Tate curve and action of inertia group I read the answers to this question Clarifying a comment of Serre. However I miss a passage of the second answer and since I can't comment there I have should post a new question. 
I don't understand the following passage
Why the action of the inertial subgroup is trivial over $\mu_{\ell}$ whenever $v \nmid \ell$?

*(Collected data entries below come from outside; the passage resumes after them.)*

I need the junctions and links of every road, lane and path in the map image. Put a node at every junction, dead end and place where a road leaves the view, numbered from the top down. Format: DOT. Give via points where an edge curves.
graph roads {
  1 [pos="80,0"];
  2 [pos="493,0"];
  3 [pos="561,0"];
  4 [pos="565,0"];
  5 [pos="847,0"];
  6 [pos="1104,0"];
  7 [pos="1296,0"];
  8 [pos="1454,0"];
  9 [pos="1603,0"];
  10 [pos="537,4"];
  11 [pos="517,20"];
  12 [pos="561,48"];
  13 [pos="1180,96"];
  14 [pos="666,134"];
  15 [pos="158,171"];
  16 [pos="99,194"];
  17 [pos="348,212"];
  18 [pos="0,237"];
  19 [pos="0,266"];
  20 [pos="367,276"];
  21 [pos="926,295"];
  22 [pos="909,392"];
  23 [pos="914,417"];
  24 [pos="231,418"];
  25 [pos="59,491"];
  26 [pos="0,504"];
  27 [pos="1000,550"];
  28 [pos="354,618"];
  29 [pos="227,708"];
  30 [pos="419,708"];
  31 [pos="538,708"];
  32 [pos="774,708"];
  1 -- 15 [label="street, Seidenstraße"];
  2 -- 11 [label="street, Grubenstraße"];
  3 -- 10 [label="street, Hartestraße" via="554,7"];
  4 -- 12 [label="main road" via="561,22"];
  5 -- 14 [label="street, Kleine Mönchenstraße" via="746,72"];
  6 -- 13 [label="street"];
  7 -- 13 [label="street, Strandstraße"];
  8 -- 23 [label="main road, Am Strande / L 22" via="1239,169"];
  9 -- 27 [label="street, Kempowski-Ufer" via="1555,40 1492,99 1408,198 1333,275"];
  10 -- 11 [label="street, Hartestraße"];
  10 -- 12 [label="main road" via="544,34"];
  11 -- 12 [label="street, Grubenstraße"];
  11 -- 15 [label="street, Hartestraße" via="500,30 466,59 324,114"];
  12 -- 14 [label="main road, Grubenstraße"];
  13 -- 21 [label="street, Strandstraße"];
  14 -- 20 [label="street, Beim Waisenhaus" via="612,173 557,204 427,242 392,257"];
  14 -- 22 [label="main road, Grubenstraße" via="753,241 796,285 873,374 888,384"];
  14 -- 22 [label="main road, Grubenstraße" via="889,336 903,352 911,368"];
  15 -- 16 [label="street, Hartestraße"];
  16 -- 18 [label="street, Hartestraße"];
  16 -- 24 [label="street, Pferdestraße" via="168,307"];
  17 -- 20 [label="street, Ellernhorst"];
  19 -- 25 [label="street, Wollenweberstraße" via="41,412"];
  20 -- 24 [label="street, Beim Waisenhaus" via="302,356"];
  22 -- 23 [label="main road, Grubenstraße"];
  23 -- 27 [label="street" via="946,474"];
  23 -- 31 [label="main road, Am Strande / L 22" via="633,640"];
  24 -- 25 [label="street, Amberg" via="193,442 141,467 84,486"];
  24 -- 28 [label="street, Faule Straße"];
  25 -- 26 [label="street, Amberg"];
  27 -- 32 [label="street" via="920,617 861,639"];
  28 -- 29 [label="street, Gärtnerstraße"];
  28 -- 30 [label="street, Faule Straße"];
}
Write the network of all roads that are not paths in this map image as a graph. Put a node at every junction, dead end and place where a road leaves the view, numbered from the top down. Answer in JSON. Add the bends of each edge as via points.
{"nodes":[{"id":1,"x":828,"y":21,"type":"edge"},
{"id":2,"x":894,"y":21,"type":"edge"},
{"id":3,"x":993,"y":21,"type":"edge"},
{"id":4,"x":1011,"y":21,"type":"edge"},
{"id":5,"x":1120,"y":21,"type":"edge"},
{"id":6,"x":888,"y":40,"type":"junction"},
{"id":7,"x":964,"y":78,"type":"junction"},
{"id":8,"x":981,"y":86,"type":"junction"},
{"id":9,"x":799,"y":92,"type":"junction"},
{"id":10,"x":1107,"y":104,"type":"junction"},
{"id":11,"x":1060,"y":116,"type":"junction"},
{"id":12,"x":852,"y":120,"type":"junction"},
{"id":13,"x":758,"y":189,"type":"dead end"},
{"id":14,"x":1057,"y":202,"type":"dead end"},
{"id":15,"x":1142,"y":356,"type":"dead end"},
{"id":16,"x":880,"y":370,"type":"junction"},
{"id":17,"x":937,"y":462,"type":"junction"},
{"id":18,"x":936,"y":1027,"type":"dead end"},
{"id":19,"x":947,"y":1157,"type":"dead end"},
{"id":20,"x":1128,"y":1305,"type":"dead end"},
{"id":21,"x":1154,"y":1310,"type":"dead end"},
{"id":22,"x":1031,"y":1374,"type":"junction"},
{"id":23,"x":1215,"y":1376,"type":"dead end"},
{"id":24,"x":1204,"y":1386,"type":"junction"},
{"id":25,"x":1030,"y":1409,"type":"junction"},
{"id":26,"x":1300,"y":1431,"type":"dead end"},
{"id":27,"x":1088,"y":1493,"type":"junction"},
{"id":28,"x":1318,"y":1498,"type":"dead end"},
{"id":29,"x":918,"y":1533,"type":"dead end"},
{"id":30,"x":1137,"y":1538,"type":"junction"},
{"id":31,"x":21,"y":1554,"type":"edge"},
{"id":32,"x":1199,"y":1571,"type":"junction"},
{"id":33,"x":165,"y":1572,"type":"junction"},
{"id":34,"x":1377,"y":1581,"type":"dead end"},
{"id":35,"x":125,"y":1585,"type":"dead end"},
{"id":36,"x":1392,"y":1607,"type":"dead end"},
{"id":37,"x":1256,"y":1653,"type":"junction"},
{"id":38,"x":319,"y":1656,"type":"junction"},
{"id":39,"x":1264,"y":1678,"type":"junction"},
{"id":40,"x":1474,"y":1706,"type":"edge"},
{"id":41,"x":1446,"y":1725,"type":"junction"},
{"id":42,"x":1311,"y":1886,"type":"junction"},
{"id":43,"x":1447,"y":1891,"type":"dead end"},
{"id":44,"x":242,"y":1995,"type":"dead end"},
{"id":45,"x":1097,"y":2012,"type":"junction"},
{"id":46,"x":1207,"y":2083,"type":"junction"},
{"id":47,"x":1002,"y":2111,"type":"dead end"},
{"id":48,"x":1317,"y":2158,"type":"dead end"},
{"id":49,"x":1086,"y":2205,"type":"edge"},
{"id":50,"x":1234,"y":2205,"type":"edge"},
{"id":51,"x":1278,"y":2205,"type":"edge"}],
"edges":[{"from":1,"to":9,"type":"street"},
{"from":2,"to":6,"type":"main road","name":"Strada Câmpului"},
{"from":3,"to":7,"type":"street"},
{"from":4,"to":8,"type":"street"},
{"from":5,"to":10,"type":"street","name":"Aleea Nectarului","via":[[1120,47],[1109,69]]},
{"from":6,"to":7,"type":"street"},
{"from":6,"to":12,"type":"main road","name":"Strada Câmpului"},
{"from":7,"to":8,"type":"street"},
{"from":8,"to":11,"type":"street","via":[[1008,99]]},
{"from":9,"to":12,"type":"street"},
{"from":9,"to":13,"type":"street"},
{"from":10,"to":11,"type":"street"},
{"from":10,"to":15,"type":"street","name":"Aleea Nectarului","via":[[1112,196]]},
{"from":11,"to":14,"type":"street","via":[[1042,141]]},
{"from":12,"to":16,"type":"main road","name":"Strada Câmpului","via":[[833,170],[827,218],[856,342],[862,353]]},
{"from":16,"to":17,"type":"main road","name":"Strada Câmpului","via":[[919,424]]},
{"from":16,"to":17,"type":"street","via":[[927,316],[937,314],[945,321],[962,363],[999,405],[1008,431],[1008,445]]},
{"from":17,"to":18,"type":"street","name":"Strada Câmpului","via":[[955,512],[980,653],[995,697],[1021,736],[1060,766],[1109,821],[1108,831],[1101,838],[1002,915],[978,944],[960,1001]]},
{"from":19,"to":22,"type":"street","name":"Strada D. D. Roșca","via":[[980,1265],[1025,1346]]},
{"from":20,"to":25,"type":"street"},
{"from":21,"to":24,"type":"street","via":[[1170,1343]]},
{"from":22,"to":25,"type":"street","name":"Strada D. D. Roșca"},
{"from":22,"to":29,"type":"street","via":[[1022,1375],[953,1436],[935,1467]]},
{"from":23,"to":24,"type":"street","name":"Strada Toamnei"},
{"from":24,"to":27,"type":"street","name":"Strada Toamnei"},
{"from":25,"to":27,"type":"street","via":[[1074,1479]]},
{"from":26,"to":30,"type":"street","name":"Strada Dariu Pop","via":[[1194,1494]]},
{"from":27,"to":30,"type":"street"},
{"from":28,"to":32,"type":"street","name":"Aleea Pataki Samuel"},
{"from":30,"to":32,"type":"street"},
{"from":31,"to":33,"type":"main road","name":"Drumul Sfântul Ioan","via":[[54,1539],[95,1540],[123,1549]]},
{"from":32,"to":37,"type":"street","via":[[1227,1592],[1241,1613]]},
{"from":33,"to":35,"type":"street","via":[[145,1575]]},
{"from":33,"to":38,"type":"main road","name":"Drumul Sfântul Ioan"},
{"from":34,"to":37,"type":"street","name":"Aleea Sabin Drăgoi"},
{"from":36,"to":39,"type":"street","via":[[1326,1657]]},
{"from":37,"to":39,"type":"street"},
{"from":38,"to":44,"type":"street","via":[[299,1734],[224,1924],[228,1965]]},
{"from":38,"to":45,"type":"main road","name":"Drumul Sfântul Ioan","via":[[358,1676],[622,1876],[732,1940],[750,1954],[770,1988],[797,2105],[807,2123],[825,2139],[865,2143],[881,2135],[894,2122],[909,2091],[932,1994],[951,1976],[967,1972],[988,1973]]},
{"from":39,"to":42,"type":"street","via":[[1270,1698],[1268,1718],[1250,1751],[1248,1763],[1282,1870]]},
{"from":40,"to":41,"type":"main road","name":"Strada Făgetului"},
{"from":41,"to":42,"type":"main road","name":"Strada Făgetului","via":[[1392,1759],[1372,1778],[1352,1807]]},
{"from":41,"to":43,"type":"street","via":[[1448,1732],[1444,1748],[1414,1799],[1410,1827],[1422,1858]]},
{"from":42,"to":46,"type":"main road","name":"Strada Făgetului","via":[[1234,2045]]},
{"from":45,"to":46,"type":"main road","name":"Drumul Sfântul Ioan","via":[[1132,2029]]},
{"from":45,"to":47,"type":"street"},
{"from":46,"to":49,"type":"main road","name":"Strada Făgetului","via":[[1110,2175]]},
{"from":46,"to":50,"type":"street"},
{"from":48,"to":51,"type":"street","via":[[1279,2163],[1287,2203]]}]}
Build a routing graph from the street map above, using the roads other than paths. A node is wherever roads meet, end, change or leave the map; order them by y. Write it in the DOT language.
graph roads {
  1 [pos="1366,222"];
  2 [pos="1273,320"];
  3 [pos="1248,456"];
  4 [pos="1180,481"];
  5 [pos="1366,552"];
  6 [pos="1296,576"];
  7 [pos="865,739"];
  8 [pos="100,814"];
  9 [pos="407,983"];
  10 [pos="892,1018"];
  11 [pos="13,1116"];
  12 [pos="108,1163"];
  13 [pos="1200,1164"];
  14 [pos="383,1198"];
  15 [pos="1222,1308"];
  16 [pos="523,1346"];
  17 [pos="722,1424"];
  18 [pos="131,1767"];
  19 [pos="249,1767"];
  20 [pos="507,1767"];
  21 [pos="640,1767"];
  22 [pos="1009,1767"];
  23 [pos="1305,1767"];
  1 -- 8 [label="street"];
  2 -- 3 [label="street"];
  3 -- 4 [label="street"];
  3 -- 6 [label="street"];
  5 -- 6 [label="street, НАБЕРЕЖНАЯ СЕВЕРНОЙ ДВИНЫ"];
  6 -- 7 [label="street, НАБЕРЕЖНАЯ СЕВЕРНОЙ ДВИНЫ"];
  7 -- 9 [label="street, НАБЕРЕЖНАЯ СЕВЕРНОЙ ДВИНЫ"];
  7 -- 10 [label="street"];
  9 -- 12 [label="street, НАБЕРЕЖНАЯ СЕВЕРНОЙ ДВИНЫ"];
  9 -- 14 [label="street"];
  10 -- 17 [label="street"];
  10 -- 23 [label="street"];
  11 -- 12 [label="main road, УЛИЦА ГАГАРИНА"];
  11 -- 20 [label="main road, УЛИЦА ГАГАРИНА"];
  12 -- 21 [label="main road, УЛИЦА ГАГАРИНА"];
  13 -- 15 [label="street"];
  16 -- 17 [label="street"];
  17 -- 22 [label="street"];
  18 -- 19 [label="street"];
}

 A: First, a quick summary of splitting of primes in Galois extensions (see here, or Marcus' Number Fields for more on this topic). Suppose that $L$ is a finite Galois extension of $\mathbb{Q}$, and let $p$ be a rational prime. Let $\mathcal{O}_L$ be the ring of integers of $L$. Then,
$$p\mathcal{O}_L = (\wp_1\cdots\wp_r)^e$$
where $\wp_i$ are the prime ideals of $\mathcal{O}_L$ lying above $p$, and $r,e\geq 1$ are integers, and $e$ is called the ramification index. The degree of the extension of finite fields $[\mathcal{O}_L/\wp_i : \mathbb{Z}/p\mathbb{Z}]$ does not depend on $i$, and we call it $f$. Now let $G=\operatorname{Gal}(L/\mathbb{Q})$ be the Galois group of the extension, fix $1\leq i\leq r$, let $\wp=\wp_i$, and let $D_\wp$ and $I_\wp$ be, respectively, the decomposition group and inertia subgroups of $G$ attached to the prime $\wp$. The size of $I_\wp$ is $e$, and the size of $D_\wp$ is $ef$. There is an inclusion of fields
$$\mathbb{Q} \subseteq L^{D_\wp} \subseteq L^{I_\wp} \subseteq L$$
where $L^H$ is the subfield of $L$ fixed by a subgroup $H$ of $G$. In particular, $[L:L^{I_\wp}]=e$.
Thus, $p$ ramifies in $L/\mathbb{Q}$ if and only if $e=1$, if and only if $I_\wp$ is trivial, if and only if $L^{I_\wp}=L$, if and only if $I_\wp$ acts trivially on all of $L$.
In your case, $L=\mathbb{Q}(\zeta_\ell)$, where $\ell$ is a prime different from $p$. Since only $\ell$ is ramified in $L/\mathbb{Q}$, it follows that $I_\wp$ acts trivially on $\mathbb{Q}(\zeta_\ell)$, for any prime ideal $\wp$ above $p\neq \ell$.